**Task:** Report how many lines below include "Amadi", giving the figure alone.

** Recorded data follows **

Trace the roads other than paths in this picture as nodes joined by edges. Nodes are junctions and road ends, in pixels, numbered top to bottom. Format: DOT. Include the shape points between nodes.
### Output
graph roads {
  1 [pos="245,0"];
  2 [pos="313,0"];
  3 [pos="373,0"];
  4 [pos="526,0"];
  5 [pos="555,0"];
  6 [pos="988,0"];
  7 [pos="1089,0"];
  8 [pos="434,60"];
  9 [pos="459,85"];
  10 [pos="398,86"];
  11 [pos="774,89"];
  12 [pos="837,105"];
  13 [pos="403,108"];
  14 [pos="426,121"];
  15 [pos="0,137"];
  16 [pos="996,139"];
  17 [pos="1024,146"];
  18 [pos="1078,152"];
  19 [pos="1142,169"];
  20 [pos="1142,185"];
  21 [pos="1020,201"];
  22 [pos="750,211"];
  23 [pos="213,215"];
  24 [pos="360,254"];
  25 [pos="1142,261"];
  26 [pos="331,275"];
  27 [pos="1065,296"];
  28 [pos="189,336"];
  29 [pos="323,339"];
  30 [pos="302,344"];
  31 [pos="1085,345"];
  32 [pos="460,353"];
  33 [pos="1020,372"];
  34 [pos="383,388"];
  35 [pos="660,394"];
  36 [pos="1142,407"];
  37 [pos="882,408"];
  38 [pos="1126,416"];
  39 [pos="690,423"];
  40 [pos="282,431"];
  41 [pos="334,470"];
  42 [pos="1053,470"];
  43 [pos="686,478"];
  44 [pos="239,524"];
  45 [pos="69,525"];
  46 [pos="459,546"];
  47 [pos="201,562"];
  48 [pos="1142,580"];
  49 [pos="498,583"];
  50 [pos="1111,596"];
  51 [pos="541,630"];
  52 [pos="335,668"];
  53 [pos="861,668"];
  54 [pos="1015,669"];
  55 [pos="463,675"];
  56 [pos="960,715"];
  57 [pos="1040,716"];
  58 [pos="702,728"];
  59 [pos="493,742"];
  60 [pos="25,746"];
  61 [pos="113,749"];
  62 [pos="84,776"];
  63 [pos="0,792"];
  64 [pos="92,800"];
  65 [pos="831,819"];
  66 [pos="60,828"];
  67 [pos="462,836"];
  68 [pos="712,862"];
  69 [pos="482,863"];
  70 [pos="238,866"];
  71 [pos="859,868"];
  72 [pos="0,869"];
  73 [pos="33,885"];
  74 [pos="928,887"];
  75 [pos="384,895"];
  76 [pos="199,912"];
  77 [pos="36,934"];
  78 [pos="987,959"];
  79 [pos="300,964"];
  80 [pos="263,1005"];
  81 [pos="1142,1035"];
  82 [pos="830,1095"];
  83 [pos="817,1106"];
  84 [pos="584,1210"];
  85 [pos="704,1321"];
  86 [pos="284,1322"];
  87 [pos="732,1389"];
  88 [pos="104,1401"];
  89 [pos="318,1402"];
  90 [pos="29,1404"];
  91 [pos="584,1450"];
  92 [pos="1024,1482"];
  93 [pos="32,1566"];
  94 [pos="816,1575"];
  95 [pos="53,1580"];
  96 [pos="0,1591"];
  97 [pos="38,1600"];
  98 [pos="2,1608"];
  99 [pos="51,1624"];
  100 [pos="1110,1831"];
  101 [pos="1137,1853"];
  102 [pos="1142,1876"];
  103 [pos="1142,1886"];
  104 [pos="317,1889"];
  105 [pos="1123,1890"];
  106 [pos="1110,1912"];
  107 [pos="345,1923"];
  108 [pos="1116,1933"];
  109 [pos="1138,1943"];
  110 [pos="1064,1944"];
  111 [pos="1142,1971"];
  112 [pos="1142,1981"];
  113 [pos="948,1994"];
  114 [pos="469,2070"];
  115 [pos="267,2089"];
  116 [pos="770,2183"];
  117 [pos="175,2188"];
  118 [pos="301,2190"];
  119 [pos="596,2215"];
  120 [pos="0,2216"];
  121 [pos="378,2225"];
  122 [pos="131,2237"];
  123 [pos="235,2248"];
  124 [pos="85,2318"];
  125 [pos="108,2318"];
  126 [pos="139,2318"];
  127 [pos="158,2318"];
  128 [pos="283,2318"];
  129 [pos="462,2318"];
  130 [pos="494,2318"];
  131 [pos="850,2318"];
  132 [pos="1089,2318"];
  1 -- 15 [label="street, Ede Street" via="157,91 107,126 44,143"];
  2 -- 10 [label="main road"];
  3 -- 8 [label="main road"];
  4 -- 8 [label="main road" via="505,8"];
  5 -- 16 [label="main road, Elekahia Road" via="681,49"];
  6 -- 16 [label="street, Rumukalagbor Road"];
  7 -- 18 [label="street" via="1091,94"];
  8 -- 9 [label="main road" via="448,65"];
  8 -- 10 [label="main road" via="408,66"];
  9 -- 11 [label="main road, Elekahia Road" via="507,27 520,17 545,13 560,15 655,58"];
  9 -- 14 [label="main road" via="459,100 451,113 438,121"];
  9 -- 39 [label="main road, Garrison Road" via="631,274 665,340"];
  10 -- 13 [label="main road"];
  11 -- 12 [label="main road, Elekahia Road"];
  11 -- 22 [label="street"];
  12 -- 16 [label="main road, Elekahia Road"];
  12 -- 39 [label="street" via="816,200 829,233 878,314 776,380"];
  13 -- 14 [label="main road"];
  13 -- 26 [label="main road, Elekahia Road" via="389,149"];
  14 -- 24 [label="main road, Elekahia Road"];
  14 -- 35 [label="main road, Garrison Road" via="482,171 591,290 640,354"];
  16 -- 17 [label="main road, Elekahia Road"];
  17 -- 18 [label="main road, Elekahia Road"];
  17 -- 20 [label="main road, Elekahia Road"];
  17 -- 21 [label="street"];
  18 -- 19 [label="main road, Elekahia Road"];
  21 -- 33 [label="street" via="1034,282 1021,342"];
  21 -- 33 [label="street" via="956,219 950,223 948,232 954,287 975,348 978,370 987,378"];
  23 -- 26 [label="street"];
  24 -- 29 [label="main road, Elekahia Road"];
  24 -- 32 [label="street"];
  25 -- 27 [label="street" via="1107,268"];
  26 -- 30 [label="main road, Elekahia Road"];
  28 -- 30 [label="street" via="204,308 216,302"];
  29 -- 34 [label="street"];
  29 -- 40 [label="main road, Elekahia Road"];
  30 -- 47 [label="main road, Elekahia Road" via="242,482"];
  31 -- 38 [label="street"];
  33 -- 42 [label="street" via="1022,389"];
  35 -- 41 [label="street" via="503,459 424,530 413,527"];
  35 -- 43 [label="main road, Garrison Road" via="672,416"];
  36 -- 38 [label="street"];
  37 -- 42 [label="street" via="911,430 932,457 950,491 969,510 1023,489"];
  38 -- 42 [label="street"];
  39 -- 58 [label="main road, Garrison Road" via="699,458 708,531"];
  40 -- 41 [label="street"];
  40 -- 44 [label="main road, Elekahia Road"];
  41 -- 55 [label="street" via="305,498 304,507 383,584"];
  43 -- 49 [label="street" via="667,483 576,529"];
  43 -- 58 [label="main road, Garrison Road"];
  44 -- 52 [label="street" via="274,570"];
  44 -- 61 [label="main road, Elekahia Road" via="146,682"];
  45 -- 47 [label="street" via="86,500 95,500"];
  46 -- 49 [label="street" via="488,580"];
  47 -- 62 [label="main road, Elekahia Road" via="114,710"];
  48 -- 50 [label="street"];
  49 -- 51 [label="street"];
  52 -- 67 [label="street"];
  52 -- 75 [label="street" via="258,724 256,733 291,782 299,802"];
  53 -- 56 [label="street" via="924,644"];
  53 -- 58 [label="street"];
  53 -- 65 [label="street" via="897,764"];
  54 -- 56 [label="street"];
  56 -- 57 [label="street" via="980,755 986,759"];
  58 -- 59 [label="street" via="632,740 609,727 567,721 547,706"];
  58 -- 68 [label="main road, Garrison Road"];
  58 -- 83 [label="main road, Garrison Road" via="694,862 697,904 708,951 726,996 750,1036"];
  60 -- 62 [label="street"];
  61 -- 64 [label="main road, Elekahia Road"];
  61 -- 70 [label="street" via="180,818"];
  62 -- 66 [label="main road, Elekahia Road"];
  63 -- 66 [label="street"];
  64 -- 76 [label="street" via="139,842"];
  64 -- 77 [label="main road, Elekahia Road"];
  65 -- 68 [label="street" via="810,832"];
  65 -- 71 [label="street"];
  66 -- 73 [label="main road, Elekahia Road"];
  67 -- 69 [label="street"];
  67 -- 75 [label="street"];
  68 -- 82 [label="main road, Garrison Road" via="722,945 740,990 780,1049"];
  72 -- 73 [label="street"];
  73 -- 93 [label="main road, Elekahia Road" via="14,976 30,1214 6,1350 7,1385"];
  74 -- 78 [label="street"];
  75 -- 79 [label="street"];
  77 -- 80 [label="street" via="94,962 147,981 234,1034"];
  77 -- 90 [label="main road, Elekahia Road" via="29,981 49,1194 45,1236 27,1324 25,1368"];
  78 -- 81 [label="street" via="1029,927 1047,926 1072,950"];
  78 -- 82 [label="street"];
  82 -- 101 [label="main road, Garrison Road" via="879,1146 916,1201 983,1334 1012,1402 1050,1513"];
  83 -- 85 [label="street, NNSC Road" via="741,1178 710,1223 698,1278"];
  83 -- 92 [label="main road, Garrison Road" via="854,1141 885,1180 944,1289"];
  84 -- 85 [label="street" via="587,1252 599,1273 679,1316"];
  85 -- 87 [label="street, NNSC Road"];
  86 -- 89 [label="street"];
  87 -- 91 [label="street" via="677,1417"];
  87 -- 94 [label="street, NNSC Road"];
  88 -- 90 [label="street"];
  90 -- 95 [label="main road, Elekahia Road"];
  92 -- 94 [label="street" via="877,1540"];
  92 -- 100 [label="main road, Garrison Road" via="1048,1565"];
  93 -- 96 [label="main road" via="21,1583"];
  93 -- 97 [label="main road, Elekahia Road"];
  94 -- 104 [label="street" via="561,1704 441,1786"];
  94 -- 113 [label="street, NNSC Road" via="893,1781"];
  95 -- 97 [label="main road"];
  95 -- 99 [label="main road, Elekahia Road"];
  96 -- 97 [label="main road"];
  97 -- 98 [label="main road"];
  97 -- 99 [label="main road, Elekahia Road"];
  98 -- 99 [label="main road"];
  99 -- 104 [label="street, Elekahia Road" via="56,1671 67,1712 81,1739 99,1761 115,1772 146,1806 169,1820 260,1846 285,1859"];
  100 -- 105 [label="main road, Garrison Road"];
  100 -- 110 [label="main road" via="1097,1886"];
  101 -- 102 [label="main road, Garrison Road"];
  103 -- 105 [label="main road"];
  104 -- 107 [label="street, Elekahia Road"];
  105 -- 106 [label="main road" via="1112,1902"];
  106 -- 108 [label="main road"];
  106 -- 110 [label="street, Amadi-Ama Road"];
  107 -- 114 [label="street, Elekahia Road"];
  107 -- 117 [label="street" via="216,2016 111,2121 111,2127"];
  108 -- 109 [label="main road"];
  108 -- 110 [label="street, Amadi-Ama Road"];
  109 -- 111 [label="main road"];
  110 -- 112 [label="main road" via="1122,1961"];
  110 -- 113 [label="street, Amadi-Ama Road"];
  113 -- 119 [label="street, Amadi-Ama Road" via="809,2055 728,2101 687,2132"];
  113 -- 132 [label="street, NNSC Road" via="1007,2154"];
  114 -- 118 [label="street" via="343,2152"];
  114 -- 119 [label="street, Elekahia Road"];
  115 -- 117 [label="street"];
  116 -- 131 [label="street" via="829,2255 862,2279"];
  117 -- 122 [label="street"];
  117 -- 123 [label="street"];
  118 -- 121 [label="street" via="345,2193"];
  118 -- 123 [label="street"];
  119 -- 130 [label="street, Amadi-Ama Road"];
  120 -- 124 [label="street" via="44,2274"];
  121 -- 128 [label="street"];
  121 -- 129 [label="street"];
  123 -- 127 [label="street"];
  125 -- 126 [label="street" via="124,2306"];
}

** End of Recorded data **

**Exercise output:** 5